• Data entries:
------------------------------------

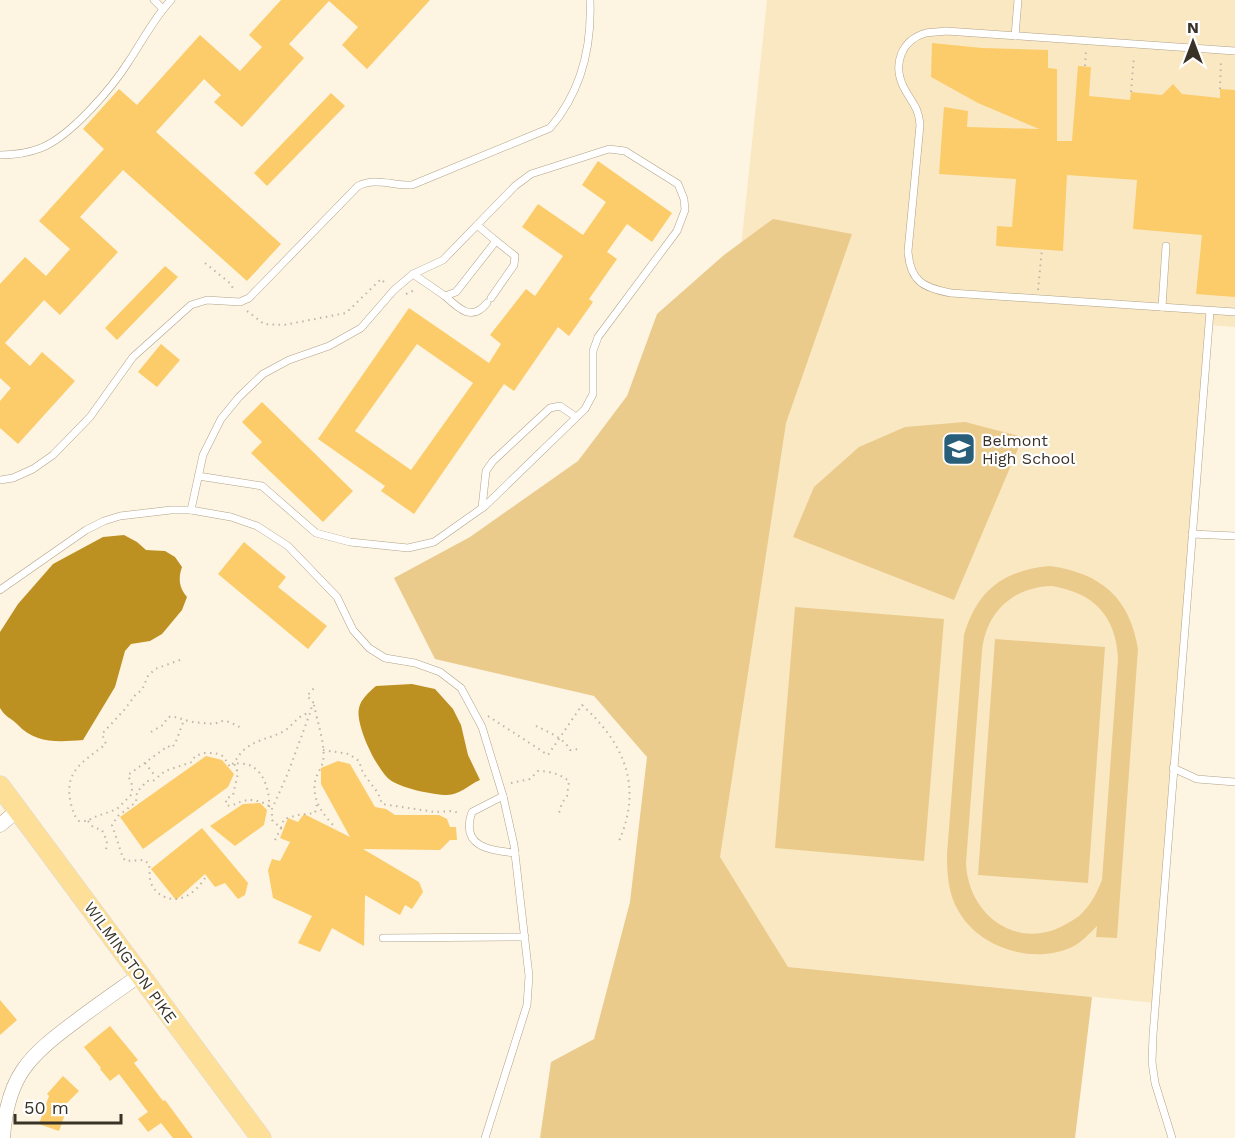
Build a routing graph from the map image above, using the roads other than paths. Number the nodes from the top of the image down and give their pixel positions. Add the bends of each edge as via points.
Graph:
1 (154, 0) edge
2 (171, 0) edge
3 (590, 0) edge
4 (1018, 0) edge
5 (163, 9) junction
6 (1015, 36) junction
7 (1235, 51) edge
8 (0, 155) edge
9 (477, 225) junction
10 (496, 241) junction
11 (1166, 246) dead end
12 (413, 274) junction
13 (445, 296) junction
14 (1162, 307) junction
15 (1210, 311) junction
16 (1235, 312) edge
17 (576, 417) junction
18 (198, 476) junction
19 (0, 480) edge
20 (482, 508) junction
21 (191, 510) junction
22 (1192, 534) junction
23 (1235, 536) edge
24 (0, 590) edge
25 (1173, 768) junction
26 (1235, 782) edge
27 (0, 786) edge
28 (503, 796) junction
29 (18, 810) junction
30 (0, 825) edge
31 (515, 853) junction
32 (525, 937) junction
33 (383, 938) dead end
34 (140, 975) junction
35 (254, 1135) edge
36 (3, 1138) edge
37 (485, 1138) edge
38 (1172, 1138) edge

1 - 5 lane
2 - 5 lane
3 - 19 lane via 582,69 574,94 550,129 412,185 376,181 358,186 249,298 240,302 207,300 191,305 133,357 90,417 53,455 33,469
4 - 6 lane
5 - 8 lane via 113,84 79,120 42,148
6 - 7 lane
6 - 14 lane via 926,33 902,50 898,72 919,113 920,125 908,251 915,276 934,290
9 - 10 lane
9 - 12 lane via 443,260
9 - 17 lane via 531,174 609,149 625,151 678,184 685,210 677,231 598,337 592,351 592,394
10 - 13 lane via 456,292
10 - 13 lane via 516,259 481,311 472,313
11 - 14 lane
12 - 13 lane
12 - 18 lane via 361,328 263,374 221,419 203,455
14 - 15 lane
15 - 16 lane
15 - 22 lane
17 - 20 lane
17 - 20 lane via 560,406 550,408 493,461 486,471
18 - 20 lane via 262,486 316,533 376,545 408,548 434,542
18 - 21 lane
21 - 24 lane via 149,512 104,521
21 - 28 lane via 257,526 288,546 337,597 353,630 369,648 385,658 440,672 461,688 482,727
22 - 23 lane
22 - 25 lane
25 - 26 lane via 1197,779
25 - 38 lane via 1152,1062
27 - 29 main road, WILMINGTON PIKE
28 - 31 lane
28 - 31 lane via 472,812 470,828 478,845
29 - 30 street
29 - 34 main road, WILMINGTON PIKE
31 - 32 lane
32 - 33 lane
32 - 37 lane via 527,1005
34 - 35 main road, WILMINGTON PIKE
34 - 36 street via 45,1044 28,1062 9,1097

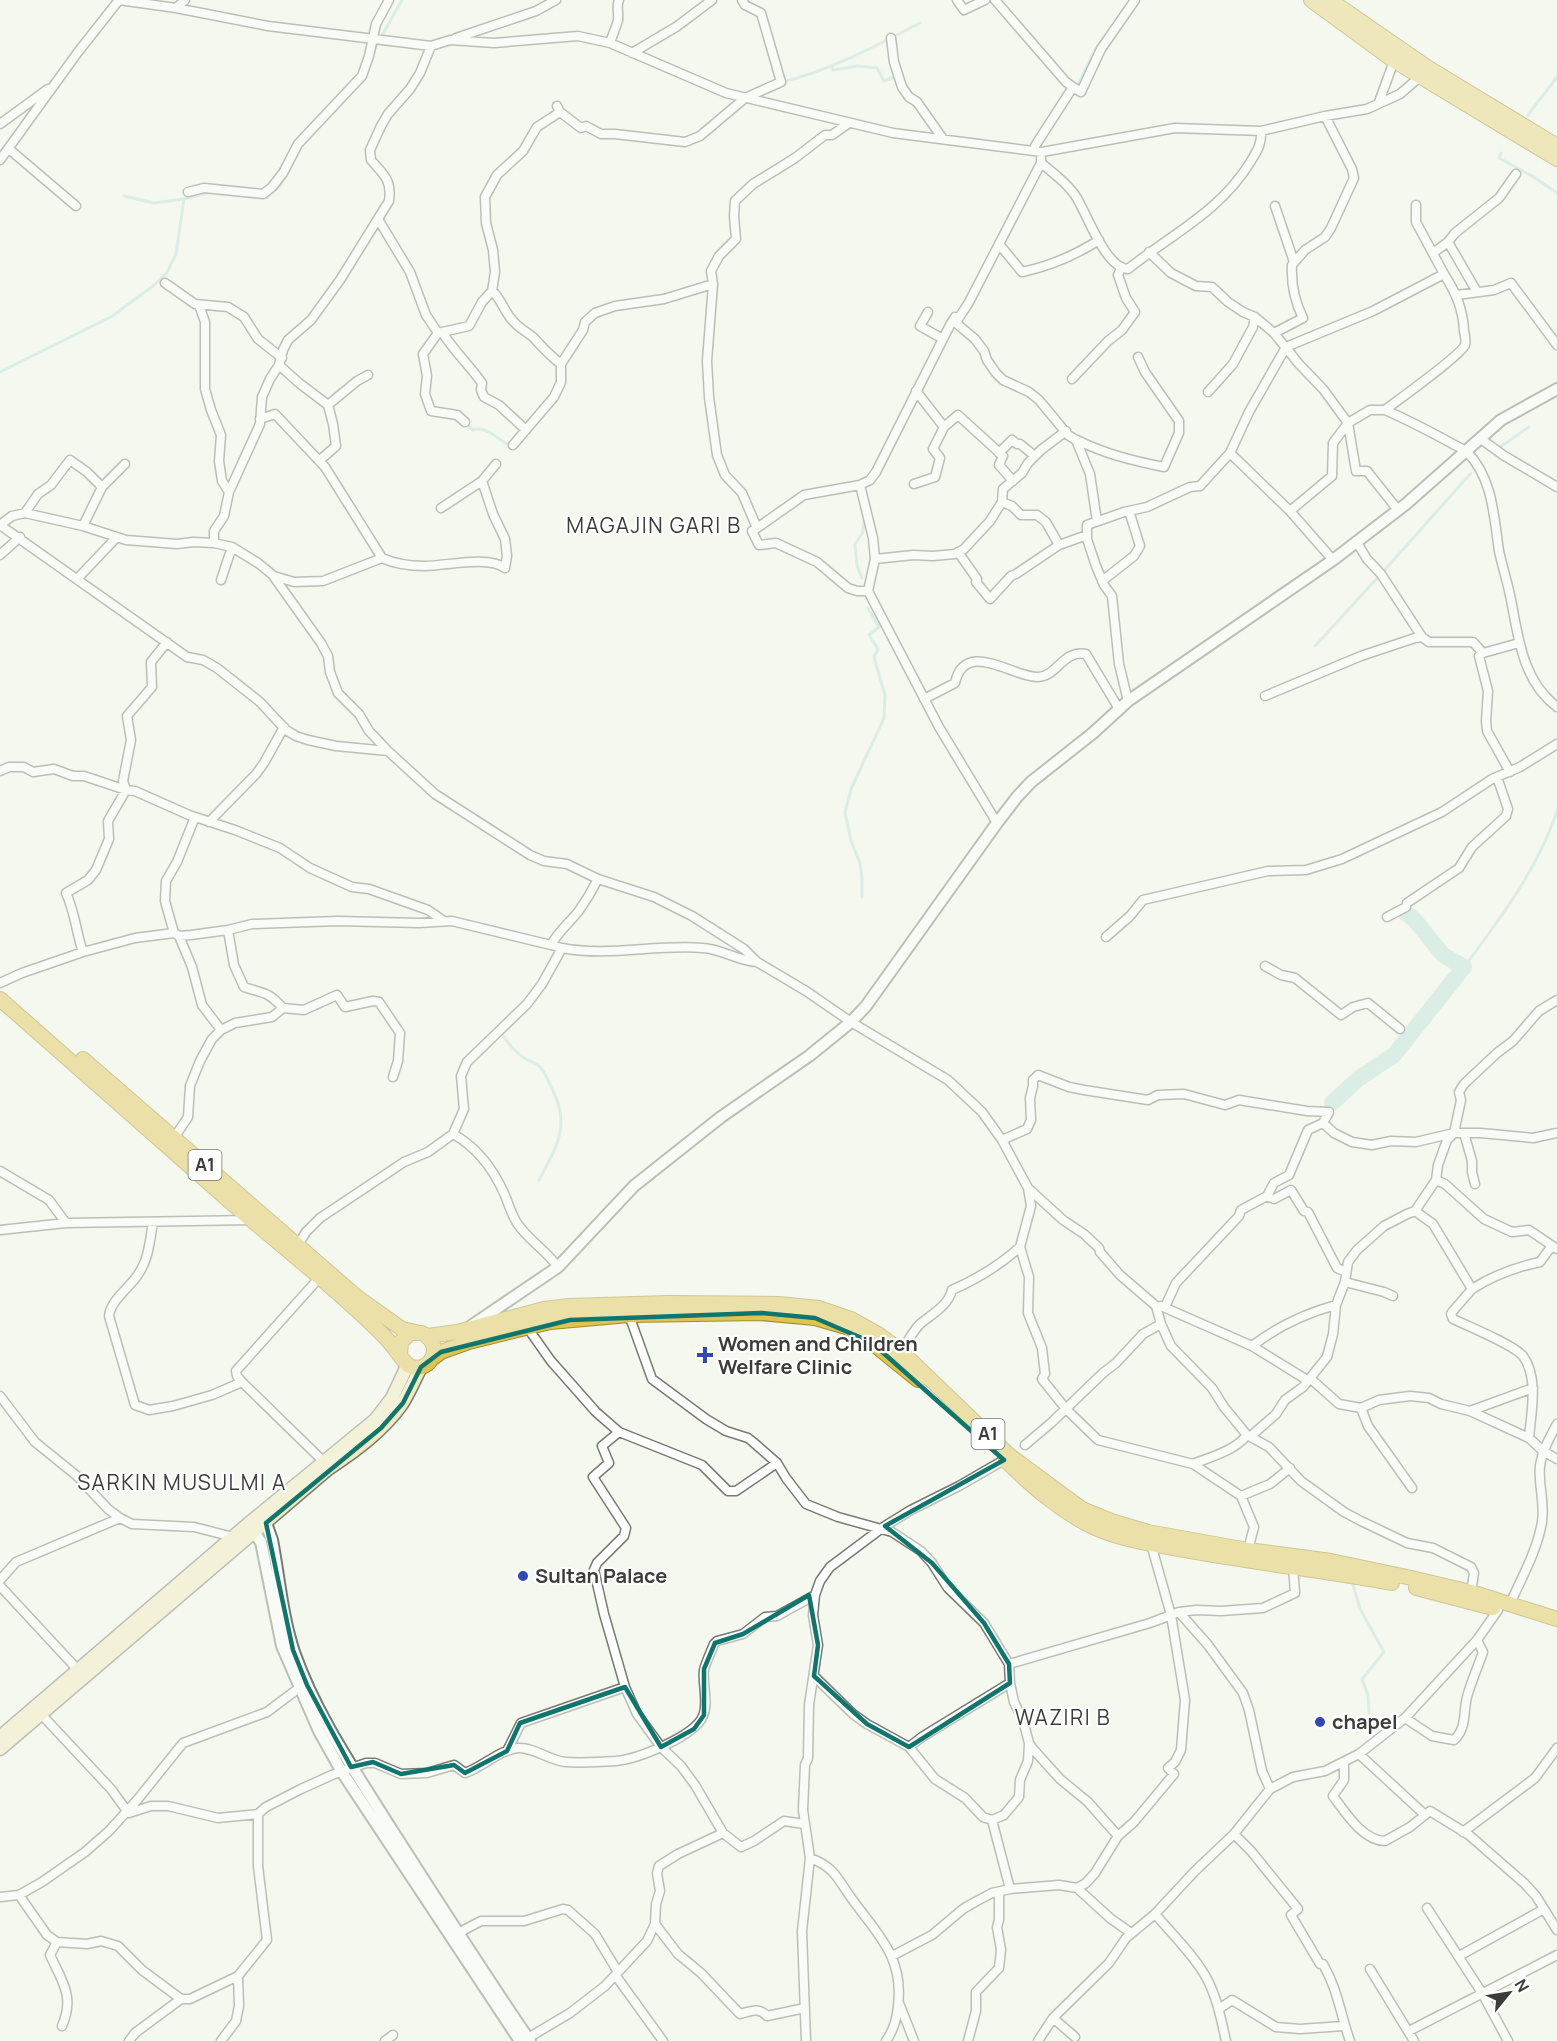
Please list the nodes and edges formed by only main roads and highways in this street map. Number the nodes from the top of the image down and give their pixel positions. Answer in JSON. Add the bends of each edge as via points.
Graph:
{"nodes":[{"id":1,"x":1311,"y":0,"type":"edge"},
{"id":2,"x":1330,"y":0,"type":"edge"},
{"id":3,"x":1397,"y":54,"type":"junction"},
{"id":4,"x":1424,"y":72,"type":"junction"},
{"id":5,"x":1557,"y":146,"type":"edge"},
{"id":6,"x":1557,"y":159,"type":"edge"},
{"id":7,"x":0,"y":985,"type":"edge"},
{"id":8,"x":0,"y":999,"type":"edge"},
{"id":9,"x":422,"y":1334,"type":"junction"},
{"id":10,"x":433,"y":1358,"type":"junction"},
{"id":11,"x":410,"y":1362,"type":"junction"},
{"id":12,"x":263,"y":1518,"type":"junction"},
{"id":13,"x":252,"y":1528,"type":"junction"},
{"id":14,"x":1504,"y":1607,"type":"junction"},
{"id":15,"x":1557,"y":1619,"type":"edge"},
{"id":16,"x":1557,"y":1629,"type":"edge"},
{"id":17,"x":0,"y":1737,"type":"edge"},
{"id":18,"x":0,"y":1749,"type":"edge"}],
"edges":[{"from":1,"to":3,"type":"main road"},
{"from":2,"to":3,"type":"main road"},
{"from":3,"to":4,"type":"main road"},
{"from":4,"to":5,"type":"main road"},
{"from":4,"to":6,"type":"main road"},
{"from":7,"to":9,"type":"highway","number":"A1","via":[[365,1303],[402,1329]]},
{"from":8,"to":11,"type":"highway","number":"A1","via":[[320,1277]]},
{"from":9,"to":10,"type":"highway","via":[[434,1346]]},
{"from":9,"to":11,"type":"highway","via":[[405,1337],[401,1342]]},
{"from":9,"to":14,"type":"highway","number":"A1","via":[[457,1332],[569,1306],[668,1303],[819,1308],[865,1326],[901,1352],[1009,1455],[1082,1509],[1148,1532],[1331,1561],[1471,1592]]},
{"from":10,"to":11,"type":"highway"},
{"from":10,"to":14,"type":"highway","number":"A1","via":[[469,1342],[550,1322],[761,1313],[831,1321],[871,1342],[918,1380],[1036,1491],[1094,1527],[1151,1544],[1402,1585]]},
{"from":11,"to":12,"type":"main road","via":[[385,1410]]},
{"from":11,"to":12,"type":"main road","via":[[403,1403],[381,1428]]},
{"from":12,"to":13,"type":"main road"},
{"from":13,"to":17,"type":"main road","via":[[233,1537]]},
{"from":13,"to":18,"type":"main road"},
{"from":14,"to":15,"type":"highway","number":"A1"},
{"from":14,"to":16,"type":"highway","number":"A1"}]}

------------------------------------

• TRY IT: Wherever the string "PIKE" occurs in the records, copy the line it is in.

• ANSWER BOX:
27 - 29 main road, WILMINGTON PIKE
29 - 34 main road, WILMINGTON PIKE
34 - 35 main road, WILMINGTON PIKE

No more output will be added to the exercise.